When you taste Till’s rub, his sense of adventure is ever-present on your palette. Spices from around the globe combine to create a blend that’s memorable and universal. Following trends is exciting, but not always practical. Till doesn’t believe in trends. He believes in flavor. While other chefs, myself included, buzz about the newest African spice to hit the shelves and how it will set the world ablaze, Till is concerned with perfection. He knows he has it and won’t compromise it. Staying true to himself and his rubs, Till doesn’t tinker just to tinker.
As a man who knows what tastes good, Till knows he likes spicy flavors, and his rub reflects that. For some, the spice level was too much, and for others, the spice level was not enough. To accommodate his friends’ requests, Till tinkered with the heat level and created two more versions of his secret recipe: one more mild and the other full of heat.

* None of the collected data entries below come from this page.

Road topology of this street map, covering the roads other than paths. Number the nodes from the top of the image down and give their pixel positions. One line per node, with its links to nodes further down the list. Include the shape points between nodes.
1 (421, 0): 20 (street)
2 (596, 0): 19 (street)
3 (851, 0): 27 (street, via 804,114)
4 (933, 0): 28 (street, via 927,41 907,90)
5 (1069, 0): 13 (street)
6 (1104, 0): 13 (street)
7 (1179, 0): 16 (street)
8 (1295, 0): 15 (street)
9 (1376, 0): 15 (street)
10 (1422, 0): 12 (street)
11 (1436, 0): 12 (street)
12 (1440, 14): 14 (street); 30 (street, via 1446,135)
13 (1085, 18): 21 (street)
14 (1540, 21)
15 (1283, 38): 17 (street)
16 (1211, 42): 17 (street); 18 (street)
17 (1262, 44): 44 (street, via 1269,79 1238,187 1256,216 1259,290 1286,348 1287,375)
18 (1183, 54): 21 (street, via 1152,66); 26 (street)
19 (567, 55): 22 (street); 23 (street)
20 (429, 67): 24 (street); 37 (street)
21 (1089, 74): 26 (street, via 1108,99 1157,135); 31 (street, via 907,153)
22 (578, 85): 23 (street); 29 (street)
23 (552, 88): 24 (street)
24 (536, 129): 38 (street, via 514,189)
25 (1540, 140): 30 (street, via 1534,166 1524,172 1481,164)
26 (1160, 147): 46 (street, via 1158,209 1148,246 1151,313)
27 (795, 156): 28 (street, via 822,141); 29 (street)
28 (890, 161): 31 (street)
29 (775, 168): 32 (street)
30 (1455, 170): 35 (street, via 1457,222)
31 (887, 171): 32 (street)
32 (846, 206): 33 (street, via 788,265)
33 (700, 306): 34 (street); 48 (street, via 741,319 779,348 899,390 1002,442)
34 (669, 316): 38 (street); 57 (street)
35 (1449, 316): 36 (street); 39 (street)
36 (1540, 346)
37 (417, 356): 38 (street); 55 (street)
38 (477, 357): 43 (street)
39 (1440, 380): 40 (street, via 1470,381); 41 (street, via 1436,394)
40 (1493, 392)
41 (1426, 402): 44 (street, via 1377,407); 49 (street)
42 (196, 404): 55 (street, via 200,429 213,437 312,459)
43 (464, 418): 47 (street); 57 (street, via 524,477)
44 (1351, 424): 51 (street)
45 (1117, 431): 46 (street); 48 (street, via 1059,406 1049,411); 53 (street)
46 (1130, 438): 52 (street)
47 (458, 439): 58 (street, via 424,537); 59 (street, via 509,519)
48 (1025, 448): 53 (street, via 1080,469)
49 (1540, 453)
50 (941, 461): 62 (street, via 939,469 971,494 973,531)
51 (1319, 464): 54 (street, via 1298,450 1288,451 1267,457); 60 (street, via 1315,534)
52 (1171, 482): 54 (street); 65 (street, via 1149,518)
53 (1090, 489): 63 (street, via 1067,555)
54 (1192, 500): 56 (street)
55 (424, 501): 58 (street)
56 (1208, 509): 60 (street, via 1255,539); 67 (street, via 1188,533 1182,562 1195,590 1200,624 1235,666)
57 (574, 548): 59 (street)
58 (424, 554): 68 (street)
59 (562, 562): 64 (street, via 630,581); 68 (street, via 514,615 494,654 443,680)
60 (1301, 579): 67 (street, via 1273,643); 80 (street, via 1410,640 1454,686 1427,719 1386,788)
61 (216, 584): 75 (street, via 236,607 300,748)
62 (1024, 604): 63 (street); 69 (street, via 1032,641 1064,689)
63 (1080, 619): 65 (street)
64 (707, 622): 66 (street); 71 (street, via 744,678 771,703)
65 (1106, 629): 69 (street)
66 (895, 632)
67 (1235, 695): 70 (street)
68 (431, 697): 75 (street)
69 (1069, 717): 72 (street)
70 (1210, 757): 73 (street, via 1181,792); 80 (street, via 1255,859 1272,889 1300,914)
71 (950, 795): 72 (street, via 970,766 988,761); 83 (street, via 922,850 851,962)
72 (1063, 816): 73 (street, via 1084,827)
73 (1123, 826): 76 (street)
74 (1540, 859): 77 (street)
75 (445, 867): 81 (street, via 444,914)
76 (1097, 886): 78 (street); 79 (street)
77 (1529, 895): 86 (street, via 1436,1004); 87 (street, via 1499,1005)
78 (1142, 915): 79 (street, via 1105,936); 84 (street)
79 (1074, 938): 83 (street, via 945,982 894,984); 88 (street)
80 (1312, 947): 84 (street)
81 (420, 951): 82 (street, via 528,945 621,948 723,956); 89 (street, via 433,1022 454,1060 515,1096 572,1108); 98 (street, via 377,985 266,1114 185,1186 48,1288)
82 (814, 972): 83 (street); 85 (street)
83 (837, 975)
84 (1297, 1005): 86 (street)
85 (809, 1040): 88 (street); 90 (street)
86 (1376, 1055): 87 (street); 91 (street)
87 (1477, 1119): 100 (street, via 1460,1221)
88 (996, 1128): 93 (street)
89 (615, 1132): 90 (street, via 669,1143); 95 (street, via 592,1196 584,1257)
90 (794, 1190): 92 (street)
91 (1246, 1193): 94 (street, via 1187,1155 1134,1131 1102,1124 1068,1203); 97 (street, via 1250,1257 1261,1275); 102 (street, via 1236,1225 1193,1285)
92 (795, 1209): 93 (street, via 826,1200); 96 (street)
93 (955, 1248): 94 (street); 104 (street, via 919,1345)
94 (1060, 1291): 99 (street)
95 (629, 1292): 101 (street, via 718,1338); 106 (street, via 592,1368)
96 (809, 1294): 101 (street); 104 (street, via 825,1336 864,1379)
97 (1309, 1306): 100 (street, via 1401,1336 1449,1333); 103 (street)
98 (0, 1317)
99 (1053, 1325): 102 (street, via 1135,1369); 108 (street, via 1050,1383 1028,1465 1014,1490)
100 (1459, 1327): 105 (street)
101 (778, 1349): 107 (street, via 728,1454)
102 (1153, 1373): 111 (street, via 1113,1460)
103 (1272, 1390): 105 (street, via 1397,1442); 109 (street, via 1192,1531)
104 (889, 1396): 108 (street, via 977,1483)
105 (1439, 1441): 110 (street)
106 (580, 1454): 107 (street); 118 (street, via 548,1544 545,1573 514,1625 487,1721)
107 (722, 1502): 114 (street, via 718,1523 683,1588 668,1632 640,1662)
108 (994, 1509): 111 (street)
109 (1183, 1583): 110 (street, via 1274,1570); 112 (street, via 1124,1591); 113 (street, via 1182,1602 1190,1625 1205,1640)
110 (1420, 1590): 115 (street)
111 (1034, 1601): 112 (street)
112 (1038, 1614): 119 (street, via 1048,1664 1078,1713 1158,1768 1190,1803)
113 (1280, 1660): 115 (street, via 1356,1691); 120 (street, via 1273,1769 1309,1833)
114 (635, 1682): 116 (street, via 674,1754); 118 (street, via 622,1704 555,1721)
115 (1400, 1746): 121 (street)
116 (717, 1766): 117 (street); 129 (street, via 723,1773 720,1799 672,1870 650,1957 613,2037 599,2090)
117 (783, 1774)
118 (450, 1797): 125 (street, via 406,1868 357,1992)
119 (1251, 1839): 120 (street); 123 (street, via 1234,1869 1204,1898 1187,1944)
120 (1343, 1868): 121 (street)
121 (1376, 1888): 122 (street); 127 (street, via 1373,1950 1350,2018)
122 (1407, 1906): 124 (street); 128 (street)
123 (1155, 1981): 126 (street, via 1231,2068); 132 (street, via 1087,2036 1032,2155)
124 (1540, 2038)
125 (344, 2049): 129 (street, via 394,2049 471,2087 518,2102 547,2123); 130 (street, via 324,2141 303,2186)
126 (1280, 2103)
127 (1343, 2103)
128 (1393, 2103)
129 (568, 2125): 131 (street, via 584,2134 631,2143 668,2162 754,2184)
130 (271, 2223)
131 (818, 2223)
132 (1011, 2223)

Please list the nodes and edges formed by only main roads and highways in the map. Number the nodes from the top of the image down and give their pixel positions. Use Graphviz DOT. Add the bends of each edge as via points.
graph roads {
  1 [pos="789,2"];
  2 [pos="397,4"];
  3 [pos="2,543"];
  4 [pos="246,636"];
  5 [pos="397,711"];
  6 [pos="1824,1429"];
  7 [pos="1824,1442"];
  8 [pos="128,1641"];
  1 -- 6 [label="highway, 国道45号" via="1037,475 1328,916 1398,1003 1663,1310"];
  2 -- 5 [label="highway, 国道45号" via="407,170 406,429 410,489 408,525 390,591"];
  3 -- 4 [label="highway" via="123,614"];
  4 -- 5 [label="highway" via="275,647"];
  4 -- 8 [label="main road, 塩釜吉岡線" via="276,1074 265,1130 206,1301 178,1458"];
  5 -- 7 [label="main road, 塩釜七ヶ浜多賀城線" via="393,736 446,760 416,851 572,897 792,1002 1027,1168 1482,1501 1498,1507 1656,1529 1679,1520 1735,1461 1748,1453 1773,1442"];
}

“Timing was never right. I either had the money and didn’t have the time or had the time and didn’t have the money. Finally, the time and the money were right.” – Till
A leap of faith and his next adventure began. With a small cult following, Till took the plunge and created Till’s Tastes, his own spice empire. From his kitchen to a commercial space, Till is slowly building a name for himself in the spice and culinary world.
Three blends, Tame, Sassy and Fierce, can be used interchangeably. Built on the same flavor backbone, each differs only in heat. When asked to choose his favorite rub, Till couldn’t answer. It was too much like choosing a favorite child (of which he has two). Sassy, the original rub, is the most versatile in his opinion. The blends all serve their own purposes and the blend you choose should match the dish you’re cooking.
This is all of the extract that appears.